As I read that last, I kept hearing the voice of Mark Williams in my mind’s ear. He played Arthur Weasley in the Harry Potter film franchise. In Harry Potter and the Chamber of Secrets, he explodes at his youngest child, Ginny. “What have I always told you? Never trust anything that can think for itself if you can’t see where it keeps its brain?” [J.K. Rowling’s deplorable transphobia aside, there is wisdom in Mr. Weasley’s statement.]
Q has gone silent and deep since the election. Valerie Gilbert, stretching her convictions as far as she may, continues to treat American political activity as an online mystery game. She prides herself on figuring out yet another piece daily. A “wide range of people have ended up in Q’s thrall. [H]er story hints at how hard it will be to bring those people back to reality.”
Because there’s been no healing, Beloved. Healing is required here. Healing, true healing, starts with the facts. Then it addresses the emotions those same facts cause.
“What attracts Ms. Gilbert and many other people to QAnon isn’t just the content of the conspiracy theory itself. It’s the community and sense of mission it provides. New QAnon believers are invited to chat rooms and group texts, and their posts are showered with likes and retweets. They make friends, and are told that they are not lonely Facebook addicts squinting at zoomed-in paparazzi photos, but patriots gathering ‘intel’ for a righteous revolution. This social element also means that QAnon followers aren’t likely to be persuaded out of their beliefs with logic and reason alone.”
Trauma experienced by one person is almost always easier when its burden is shared with others who receive it without judgment, without rancor, without reactivity, but with witness. The reason for this is that our personal traumas are never the same, even if the facts look the same. We all encode things differently because all of our experiences differ.

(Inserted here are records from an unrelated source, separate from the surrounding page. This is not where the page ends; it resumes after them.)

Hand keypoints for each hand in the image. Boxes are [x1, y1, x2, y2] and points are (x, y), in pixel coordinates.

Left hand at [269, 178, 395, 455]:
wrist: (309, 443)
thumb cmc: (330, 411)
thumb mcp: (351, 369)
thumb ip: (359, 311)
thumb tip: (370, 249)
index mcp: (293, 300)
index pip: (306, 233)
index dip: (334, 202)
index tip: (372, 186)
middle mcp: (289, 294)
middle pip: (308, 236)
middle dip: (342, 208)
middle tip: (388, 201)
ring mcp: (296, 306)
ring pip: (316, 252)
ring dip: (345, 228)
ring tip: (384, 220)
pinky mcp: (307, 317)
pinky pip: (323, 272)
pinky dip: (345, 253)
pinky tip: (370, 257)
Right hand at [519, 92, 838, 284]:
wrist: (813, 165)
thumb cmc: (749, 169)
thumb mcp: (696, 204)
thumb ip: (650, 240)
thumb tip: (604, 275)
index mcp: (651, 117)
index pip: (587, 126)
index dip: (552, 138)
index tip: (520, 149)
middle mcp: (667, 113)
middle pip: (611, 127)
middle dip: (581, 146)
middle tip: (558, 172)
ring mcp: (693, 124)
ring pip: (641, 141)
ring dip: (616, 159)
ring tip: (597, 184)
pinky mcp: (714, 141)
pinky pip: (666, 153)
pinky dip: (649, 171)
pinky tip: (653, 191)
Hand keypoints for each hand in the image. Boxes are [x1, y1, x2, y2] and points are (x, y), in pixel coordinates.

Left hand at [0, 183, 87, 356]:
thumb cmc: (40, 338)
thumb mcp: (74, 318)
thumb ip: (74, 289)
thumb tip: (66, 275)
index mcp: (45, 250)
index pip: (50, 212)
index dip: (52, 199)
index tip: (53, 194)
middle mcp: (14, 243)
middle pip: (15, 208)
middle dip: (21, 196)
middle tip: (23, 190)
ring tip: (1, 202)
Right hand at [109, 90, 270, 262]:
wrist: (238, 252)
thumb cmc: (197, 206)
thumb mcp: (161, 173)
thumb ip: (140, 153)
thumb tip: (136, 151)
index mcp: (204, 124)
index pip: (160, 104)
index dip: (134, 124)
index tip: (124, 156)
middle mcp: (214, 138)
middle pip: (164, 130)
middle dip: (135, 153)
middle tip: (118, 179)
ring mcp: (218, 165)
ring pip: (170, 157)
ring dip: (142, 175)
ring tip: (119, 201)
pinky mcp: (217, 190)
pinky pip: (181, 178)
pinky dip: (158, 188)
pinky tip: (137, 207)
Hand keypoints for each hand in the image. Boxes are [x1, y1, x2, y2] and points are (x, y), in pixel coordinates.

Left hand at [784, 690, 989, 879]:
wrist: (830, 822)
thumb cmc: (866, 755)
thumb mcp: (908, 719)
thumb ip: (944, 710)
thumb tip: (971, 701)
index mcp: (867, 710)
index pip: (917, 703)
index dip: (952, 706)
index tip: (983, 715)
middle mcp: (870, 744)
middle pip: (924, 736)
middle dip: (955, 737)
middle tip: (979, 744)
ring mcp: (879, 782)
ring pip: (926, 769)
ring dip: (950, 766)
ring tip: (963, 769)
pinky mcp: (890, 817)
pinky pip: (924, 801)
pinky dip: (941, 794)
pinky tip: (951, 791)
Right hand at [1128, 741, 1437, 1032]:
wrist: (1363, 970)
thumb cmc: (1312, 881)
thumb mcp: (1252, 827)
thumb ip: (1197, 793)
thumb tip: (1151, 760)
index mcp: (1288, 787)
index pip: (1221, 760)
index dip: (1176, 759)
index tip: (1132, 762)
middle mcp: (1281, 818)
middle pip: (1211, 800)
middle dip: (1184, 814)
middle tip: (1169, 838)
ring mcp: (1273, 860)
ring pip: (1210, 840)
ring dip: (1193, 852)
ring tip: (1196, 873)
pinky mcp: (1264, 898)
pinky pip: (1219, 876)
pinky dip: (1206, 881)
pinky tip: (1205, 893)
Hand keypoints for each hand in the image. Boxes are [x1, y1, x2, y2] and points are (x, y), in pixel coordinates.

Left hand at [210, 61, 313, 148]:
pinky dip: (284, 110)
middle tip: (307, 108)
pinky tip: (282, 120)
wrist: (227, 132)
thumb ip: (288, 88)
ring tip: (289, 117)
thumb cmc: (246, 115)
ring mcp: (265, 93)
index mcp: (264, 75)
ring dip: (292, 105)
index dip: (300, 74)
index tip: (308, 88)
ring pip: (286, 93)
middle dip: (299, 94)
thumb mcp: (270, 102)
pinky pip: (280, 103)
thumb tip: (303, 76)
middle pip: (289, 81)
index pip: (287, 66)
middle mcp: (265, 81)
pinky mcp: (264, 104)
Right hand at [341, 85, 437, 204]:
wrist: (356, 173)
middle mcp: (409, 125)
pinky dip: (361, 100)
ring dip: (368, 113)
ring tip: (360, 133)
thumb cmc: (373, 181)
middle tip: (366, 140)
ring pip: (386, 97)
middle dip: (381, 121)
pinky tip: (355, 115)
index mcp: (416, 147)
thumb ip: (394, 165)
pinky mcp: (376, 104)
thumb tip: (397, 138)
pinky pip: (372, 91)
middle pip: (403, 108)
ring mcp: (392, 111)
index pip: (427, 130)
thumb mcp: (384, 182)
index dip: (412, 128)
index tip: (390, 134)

When we can share our trauma over the events of January 6th, it will foster a sense of community just like the one QAnon has fostered. Then, when out of the community care arises a sense of mission — even if it’s just that we never want such a thing to happen again — and people agree to act upon it, the trauma will be forgiven, and never forgotten.
One of the things causative to human thriving, Beloved, is meaning. We will give meaning to these events, and that meaning will sustain us into action. Do your own work, then help others do theirs. We will get through this, and we will come out better on the other side with healed hearts and a sense of purpose that can and will renew this blessed nation of ours.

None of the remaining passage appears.